EXERCISE INPUT: Begin

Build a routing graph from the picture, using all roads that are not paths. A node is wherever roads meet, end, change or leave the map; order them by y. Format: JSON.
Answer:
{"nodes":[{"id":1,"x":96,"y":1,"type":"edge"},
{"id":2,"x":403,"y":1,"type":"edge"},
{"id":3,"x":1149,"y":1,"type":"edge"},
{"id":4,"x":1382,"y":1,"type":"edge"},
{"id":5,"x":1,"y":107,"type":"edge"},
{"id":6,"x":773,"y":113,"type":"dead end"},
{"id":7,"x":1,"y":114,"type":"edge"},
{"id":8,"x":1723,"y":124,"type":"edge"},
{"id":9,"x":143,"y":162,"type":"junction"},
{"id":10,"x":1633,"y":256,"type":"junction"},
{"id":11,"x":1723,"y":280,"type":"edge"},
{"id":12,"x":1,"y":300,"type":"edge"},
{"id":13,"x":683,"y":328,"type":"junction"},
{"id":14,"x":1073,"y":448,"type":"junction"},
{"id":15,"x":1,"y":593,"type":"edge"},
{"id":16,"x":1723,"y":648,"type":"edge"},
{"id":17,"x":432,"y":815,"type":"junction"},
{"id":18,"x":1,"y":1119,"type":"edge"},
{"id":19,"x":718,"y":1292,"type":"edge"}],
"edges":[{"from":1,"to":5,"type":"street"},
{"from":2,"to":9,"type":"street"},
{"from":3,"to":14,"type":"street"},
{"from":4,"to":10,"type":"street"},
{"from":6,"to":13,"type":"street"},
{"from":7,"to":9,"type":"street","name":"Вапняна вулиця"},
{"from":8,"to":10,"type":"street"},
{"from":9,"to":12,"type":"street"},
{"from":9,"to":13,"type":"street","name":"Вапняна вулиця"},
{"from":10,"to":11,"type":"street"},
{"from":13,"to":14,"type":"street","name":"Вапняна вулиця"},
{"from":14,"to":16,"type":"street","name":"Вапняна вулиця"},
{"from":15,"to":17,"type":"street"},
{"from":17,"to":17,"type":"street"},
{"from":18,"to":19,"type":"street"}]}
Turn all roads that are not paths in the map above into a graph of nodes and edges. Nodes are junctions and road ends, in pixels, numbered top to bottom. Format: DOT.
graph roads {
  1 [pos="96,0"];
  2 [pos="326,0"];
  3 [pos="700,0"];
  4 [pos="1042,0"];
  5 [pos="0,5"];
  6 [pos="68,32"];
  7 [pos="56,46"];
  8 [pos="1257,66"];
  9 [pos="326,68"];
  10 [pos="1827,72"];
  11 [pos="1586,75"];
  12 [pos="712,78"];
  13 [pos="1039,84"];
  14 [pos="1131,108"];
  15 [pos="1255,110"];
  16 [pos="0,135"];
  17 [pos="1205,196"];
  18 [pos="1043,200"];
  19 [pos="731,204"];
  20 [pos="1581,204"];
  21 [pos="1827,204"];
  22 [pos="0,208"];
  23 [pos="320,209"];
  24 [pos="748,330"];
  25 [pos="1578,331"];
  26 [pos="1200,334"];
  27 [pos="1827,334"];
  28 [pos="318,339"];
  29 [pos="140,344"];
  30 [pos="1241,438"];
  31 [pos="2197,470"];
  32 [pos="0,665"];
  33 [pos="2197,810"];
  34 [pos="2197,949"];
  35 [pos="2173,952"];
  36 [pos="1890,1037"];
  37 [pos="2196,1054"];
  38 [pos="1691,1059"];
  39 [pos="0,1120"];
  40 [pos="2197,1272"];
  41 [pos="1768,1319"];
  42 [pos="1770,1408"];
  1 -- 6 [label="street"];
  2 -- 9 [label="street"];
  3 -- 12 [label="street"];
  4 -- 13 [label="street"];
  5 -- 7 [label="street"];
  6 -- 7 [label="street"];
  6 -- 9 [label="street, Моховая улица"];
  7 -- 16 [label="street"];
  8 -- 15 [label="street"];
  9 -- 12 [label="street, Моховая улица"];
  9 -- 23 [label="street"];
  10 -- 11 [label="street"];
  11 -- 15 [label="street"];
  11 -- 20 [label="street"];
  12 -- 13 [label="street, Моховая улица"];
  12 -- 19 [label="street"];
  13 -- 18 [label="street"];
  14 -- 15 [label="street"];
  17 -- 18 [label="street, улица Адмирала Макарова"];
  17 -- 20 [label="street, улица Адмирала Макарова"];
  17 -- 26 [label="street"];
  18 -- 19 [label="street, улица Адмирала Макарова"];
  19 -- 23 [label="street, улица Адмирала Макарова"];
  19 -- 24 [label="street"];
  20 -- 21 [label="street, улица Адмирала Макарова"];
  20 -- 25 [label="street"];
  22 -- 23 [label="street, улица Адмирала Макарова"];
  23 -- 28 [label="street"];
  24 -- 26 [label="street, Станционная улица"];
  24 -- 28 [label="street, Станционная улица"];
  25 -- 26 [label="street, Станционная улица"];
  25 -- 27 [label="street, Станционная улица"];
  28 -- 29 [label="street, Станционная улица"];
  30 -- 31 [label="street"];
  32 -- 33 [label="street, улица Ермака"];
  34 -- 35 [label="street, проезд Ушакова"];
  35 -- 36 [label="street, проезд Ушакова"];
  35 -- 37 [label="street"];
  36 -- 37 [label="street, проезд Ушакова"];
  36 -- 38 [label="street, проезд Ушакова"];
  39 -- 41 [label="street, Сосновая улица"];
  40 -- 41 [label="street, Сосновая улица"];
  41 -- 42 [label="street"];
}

EXERCISE INPUT: End

TASK:
Throughout the data above, report every line that contains the string "Станционная".

RESPONSE:
  24 -- 26 [label="street, Станционная улица"];
  24 -- 28 [label="street, Станционная улица"];
  25 -- 26 [label="street, Станционная улица"];
  25 -- 27 [label="street, Станционная улица"];
  28 -- 29 [label="street, Станционная улица"];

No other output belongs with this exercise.